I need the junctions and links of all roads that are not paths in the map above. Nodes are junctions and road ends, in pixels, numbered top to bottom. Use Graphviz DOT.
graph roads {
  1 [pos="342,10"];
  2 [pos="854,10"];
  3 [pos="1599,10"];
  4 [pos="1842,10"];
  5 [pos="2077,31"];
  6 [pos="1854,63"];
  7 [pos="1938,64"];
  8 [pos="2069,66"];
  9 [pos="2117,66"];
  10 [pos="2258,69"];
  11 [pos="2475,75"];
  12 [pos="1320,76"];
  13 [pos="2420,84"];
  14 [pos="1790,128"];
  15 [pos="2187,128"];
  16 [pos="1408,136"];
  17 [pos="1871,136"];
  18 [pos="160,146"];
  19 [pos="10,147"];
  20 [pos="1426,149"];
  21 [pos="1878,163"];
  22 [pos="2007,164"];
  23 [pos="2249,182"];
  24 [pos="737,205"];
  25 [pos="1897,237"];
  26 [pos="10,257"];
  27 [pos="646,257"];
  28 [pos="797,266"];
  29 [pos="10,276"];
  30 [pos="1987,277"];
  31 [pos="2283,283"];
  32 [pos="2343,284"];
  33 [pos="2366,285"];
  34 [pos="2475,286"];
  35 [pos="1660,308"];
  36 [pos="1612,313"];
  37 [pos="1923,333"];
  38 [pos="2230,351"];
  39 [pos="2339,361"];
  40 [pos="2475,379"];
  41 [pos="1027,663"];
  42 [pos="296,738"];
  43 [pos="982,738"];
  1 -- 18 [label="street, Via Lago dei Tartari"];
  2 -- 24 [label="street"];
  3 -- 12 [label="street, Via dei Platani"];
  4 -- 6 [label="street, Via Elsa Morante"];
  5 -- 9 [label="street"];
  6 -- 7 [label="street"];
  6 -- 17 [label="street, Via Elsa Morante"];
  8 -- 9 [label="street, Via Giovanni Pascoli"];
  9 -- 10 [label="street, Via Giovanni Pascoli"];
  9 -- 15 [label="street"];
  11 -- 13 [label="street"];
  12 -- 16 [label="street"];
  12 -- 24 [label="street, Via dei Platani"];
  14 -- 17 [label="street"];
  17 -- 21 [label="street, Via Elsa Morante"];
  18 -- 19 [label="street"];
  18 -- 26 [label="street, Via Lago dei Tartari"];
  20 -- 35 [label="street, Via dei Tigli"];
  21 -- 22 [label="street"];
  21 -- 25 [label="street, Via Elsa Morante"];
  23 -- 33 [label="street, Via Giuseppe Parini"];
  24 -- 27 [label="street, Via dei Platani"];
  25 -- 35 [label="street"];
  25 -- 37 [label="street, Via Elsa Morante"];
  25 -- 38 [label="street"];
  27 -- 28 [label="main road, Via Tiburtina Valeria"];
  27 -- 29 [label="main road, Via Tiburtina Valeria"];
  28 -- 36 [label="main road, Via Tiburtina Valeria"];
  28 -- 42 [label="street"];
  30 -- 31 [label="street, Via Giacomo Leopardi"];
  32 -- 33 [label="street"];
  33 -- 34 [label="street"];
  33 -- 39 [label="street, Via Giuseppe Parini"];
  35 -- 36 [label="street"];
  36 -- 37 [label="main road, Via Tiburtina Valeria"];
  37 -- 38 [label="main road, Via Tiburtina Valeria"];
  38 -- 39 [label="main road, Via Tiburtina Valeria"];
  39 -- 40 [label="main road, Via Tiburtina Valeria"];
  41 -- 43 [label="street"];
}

※

_Your task:_ Reproduce the material above. Do not change a word.

_Reply:_
I need the junctions and links of all roads that are not paths in the map above. Nodes are junctions and road ends, in pixels, numbered top to bottom. Use Graphviz DOT.
graph roads {
  1 [pos="342,10"];
  2 [pos="854,10"];
  3 [pos="1599,10"];
  4 [pos="1842,10"];
  5 [pos="2077,31"];
  6 [pos="1854,63"];
  7 [pos="1938,64"];
  8 [pos="2069,66"];
  9 [pos="2117,66"];
  10 [pos="2258,69"];
  11 [pos="2475,75"];
  12 [pos="1320,76"];
  13 [pos="2420,84"];
  14 [pos="1790,128"];
  15 [pos="2187,128"];
  16 [pos="1408,136"];
  17 [pos="1871,136"];
  18 [pos="160,146"];
  19 [pos="10,147"];
  20 [pos="1426,149"];
  21 [pos="1878,163"];
  22 [pos="2007,164"];
  23 [pos="2249,182"];
  24 [pos="737,205"];
  25 [pos="1897,237"];
  26 [pos="10,257"];
  27 [pos="646,257"];
  28 [pos="797,266"];
  29 [pos="10,276"];
  30 [pos="1987,277"];
  31 [pos="2283,283"];
  32 [pos="2343,284"];
  33 [pos="2366,285"];
  34 [pos="2475,286"];
  35 [pos="1660,308"];
  36 [pos="1612,313"];
  37 [pos="1923,333"];
  38 [pos="2230,351"];
  39 [pos="2339,361"];
  40 [pos="2475,379"];
  41 [pos="1027,663"];
  42 [pos="296,738"];
  43 [pos="982,738"];
  1 -- 18 [label="street, Via Lago dei Tartari"];
  2 -- 24 [label="street"];
  3 -- 12 [label="street, Via dei Platani"];
  4 -- 6 [label="street, Via Elsa Morante"];
  5 -- 9 [label="street"];
  6 -- 7 [label="street"];
  6 -- 17 [label="street, Via Elsa Morante"];
  8 -- 9 [label="street, Via Giovanni Pascoli"];
  9 -- 10 [label="street, Via Giovanni Pascoli"];
  9 -- 15 [label="street"];
  11 -- 13 [label="street"];
  12 -- 16 [label="street"];
  12 -- 24 [label="street, Via dei Platani"];
  14 -- 17 [label="street"];
  17 -- 21 [label="street, Via Elsa Morante"];
  18 -- 19 [label="street"];
  18 -- 26 [label="street, Via Lago dei Tartari"];
  20 -- 35 [label="street, Via dei Tigli"];
  21 -- 22 [label="street"];
  21 -- 25 [label="street, Via Elsa Morante"];
  23 -- 33 [label="street, Via Giuseppe Parini"];
  24 -- 27 [label="street, Via dei Platani"];
  25 -- 35 [label="street"];
  25 -- 37 [label="street, Via Elsa Morante"];
  25 -- 38 [label="street"];
  27 -- 28 [label="main road, Via Tiburtina Valeria"];
  27 -- 29 [label="main road, Via Tiburtina Valeria"];
  28 -- 36 [label="main road, Via Tiburtina Valeria"];
  28 -- 42 [label="street"];
  30 -- 31 [label="street, Via Giacomo Leopardi"];
  32 -- 33 [label="street"];
  33 -- 34 [label="street"];
  33 -- 39 [label="street, Via Giuseppe Parini"];
  35 -- 36 [label="street"];
  36 -- 37 [label="main road, Via Tiburtina Valeria"];
  37 -- 38 [label="main road, Via Tiburtina Valeria"];
  38 -- 39 [label="main road, Via Tiburtina Valeria"];
  39 -- 40 [label="main road, Via Tiburtina Valeria"];
  41 -- 43 [label="street"];
}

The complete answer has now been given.